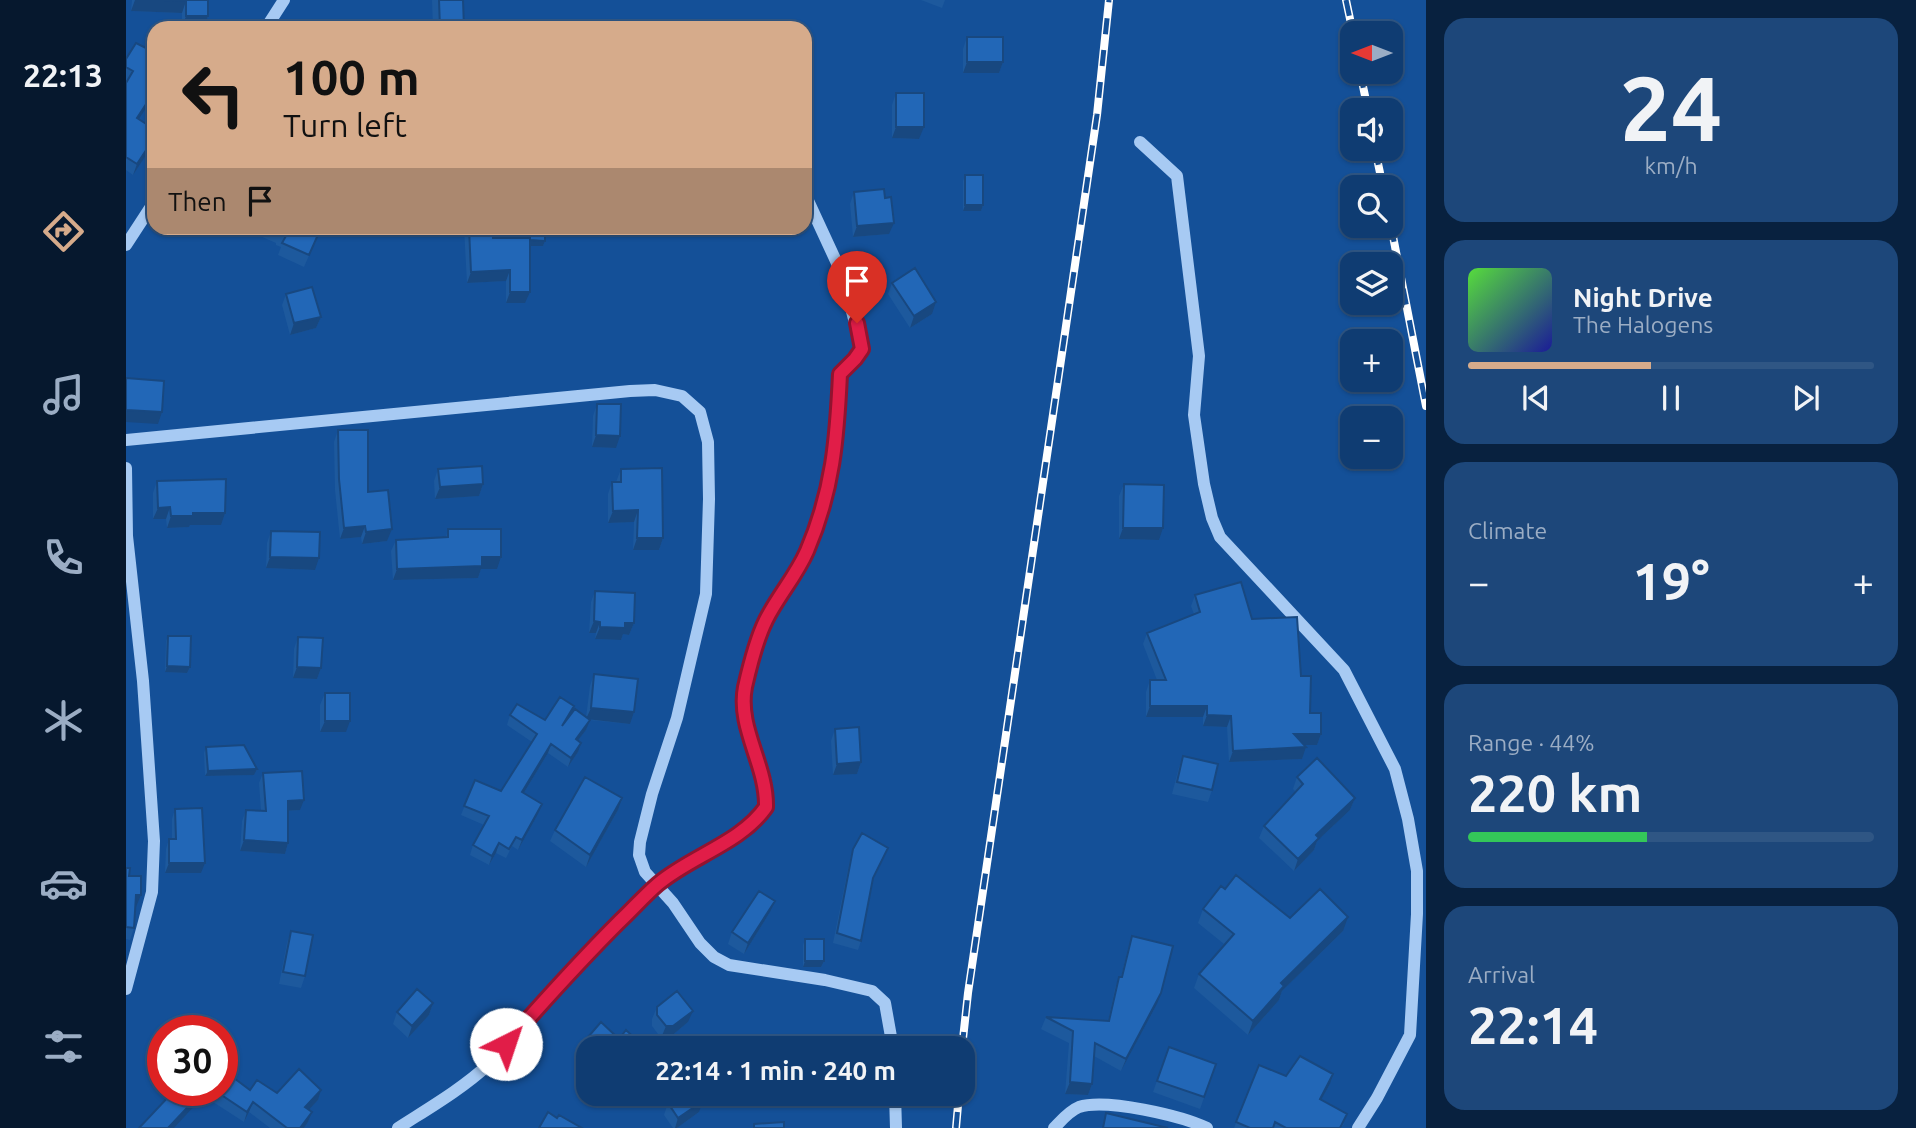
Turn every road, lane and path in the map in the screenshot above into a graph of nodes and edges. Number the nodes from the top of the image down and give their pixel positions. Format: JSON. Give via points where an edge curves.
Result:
{"nodes":[{"id":1,"x":284,"y":0,"type":"edge"},
{"id":2,"x":270,"y":21,"type":"edge"},
{"id":3,"x":1140,"y":142,"type":"dead end"},
{"id":4,"x":812,"y":209,"type":"edge"},
{"id":5,"x":147,"y":213,"type":"edge"},
{"id":6,"x":126,"y":245,"type":"edge"},
{"id":7,"x":126,"y":440,"type":"edge"},
{"id":8,"x":126,"y":468,"type":"edge"},
{"id":9,"x":657,"y":885,"type":"junction"},
{"id":10,"x":126,"y":989,"type":"edge"},
{"id":11,"x":891,"y":1036,"type":"edge"},
{"id":12,"x":895,"y":1106,"type":"edge"},
{"id":13,"x":398,"y":1128,"type":"edge"},
{"id":14,"x":896,"y":1128,"type":"edge"},
{"id":15,"x":1054,"y":1128,"type":"edge"},
{"id":16,"x":1207,"y":1128,"type":"edge"},
{"id":17,"x":1358,"y":1128,"type":"edge"}],
"edges":[{"from":1,"to":2,"type":"street"},
{"from":3,"to":17,"type":"street","via":[[1177,176],[1199,356],[1194,415],[1212,518],[1220,537],[1344,670],[1395,769],[1408,819],[1417,871],[1410,1035]]},
{"from":4,"to":9,"type":"street","via":[[842,274],[862,349],[840,374],[835,460],[818,521],[806,553],[766,621],[745,689],[743,711],[762,771],[766,807],[743,831]]},
{"from":5,"to":6,"type":"street"},
{"from":7,"to":9,"type":"street","via":[[617,392],[655,390],[682,396],[700,412],[708,442],[706,594],[677,718],[640,842],[645,872]]},
{"from":8,"to":10,"type":"street","via":[[127,536],[154,841],[152,892]]},
{"from":9,"to":11,"type":"street","via":[[714,957],[729,965],[872,991],[885,1003]]},
{"from":9,"to":13,"type":"street","via":[[566,975],[491,1062]]},
{"from":12,"to":14,"type":"street"},
{"from":15,"to":16,"type":"street","via":[[1080,1107],[1095,1105],[1174,1116]]}]}
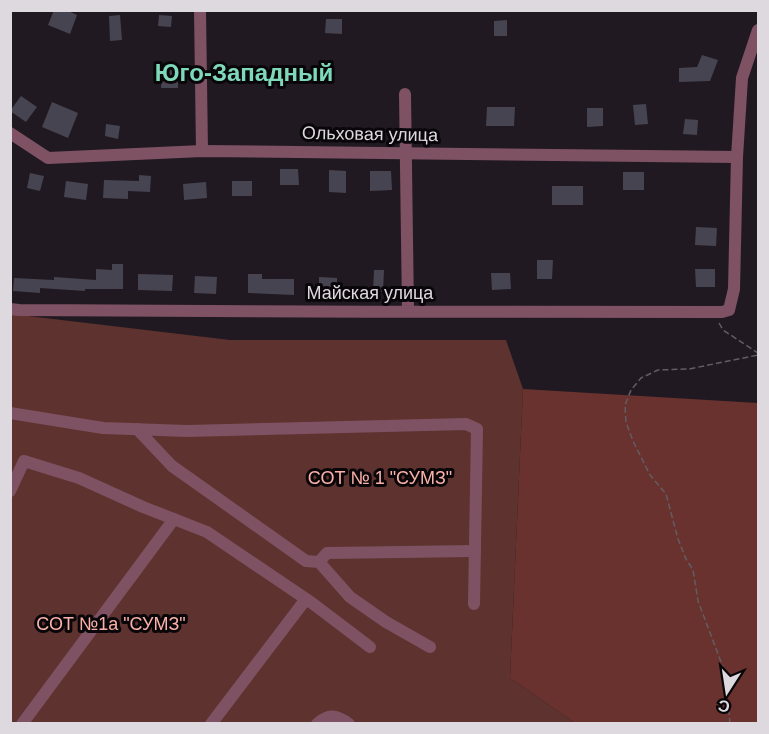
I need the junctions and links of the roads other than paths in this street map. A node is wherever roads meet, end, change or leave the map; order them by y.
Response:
1 (200, 10) edge
2 (759, 30) edge
3 (405, 94) dead end
4 (10, 133) edge
5 (202, 151) junction
6 (406, 153) junction
7 (737, 157) junction
8 (10, 309) edge
9 (408, 311) junction
10 (10, 413) edge
11 (137, 429) junction
12 (10, 491) edge
13 (174, 519) junction
14 (475, 551) junction
15 (319, 562) junction
16 (306, 599) junction
17 (474, 604) dead end
18 (370, 647) dead end
19 (430, 647) dead end
20 (22, 723) edge
21 (211, 723) edge
22 (317, 723) edge
23 (350, 723) edge

1 - 5 street
2 - 7 street
3 - 6 street
4 - 5 street, Ольховая улица
5 - 6 street, Ольховая улица
6 - 7 street, Ольховая улица
6 - 9 street
7 - 9 street, Майская улица
8 - 9 street, Майская улица
10 - 11 street
11 - 14 street
11 - 15 street
12 - 13 street
13 - 16 street
13 - 20 street
14 - 15 street
14 - 17 street
15 - 19 street
16 - 18 street
16 - 21 street
22 - 23 street

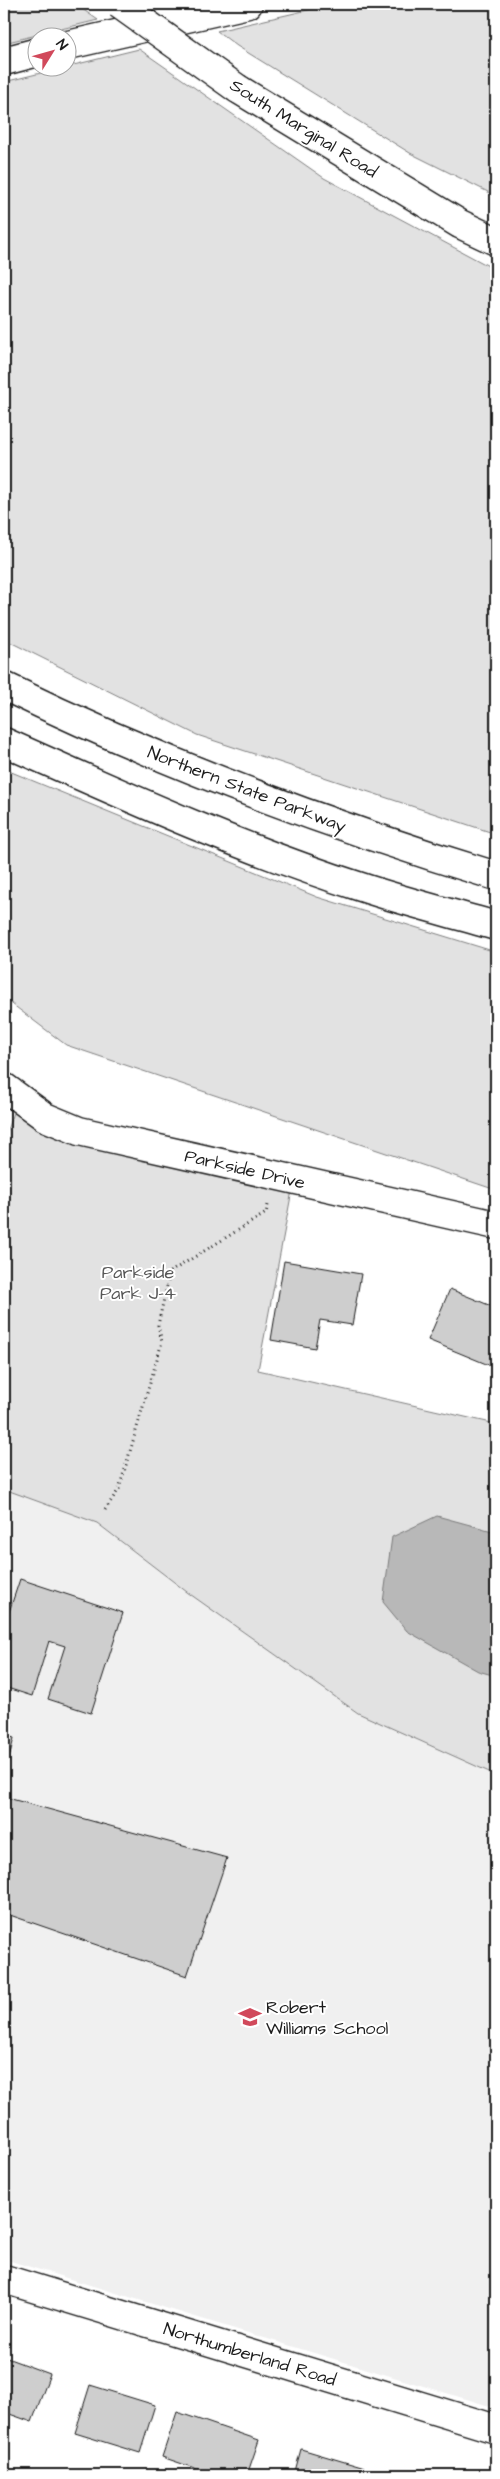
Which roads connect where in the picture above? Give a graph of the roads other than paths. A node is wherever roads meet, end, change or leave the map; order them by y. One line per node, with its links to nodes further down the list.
1 (119, 4): 6 (main road, South Marginal Road, bridge)
2 (248, 4): 3 (main road)
3 (78, 43)
4 (28, 55): 5 (main road)
5 (4, 61)
6 (496, 241)
7 (4, 686): 9 (main road, Northern State Parkway)
8 (4, 742): 10 (main road)
9 (496, 876)
10 (496, 926)
11 (4, 1087): 12 (main road, Parkside Drive)
12 (496, 1225)
13 (4, 2279): 14 (main road, Northumberland Road)
14 (496, 2429)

----

◆ Try it
Repeat the data exactly, without the pictures.

◆ Solution below
Turn every road, lane and path in the map in the screenshot above into a graph of nodes and edges. Number the nodes from the top of the image down and give their pixel positions. Format: JSON. Give via points where an edge curves.
Result:
{"nodes":[{"id":1,"x":284,"y":0,"type":"edge"},
{"id":2,"x":270,"y":21,"type":"edge"},
{"id":3,"x":1140,"y":142,"type":"dead end"},
{"id":4,"x":812,"y":209,"type":"edge"},
{"id":5,"x":147,"y":213,"type":"edge"},
{"id":6,"x":126,"y":245,"type":"edge"},
{"id":7,"x":126,"y":440,"type":"edge"},
{"id":8,"x":126,"y":468,"type":"edge"},
{"id":9,"x":657,"y":885,"type":"junction"},
{"id":10,"x":126,"y":989,"type":"edge"},
{"id":11,"x":891,"y":1036,"type":"edge"},
{"id":12,"x":895,"y":1106,"type":"edge"},
{"id":13,"x":398,"y":1128,"type":"edge"},
{"id":14,"x":896,"y":1128,"type":"edge"},
{"id":15,"x":1054,"y":1128,"type":"edge"},
{"id":16,"x":1207,"y":1128,"type":"edge"},
{"id":17,"x":1358,"y":1128,"type":"edge"}],
"edges":[{"from":1,"to":2,"type":"street"},
{"from":3,"to":17,"type":"street","via":[[1177,176],[1199,356],[1194,415],[1212,518],[1220,537],[1344,670],[1395,769],[1408,819],[1417,871],[1410,1035]]},
{"from":4,"to":9,"type":"street","via":[[842,274],[862,349],[840,374],[835,460],[818,521],[806,553],[766,621],[745,689],[743,711],[762,771],[766,807],[743,831]]},
{"from":5,"to":6,"type":"street"},
{"from":7,"to":9,"type":"street","via":[[617,392],[655,390],[682,396],[700,412],[708,442],[706,594],[677,718],[640,842],[645,872]]},
{"from":8,"to":10,"type":"street","via":[[127,536],[154,841],[152,892]]},
{"from":9,"to":11,"type":"street","via":[[714,957],[729,965],[872,991],[885,1003]]},
{"from":9,"to":13,"type":"street","via":[[566,975],[491,1062]]},
{"from":12,"to":14,"type":"street"},
{"from":15,"to":16,"type":"street","via":[[1080,1107],[1095,1105],[1174,1116]]}]}
I need the junctions and links of the roads other than paths in this street map. A node is wherever roads meet, end, change or leave the map; order them by y.
Response:
1 (200, 10) edge
2 (759, 30) edge
3 (405, 94) dead end
4 (10, 133) edge
5 (202, 151) junction
6 (406, 153) junction
7 (737, 157) junction
8 (10, 309) edge
9 (408, 311) junction
10 (10, 413) edge
11 (137, 429) junction
12 (10, 491) edge
13 (174, 519) junction
14 (475, 551) junction
15 (319, 562) junction
16 (306, 599) junction
17 (474, 604) dead end
18 (370, 647) dead end
19 (430, 647) dead end
20 (22, 723) edge
21 (211, 723) edge
22 (317, 723) edge
23 (350, 723) edge

1 - 5 street
2 - 7 street
3 - 6 street
4 - 5 street, Ольховая улица
5 - 6 street, Ольховая улица
6 - 7 street, Ольховая улица
6 - 9 street
7 - 9 street, Майская улица
8 - 9 street, Майская улица
10 - 11 street
11 - 14 street
11 - 15 street
12 - 13 street
13 - 16 street
13 - 20 street
14 - 15 street
14 - 17 street
15 - 19 street
16 - 18 street
16 - 21 street
22 - 23 street

Which roads connect where in the picture above? Give a graph of the roads other than paths. A node is wherever roads meet, end, change or leave the map; order them by y. One line per node, with its links to nodes further down the list.
1 (119, 4): 6 (main road, South Marginal Road, bridge)
2 (248, 4): 3 (main road)
3 (78, 43)
4 (28, 55): 5 (main road)
5 (4, 61)
6 (496, 241)
7 (4, 686): 9 (main road, Northern State Parkway)
8 (4, 742): 10 (main road)
9 (496, 876)
10 (496, 926)
11 (4, 1087): 12 (main road, Parkside Drive)
12 (496, 1225)
13 (4, 2279): 14 (main road, Northumberland Road)
14 (496, 2429)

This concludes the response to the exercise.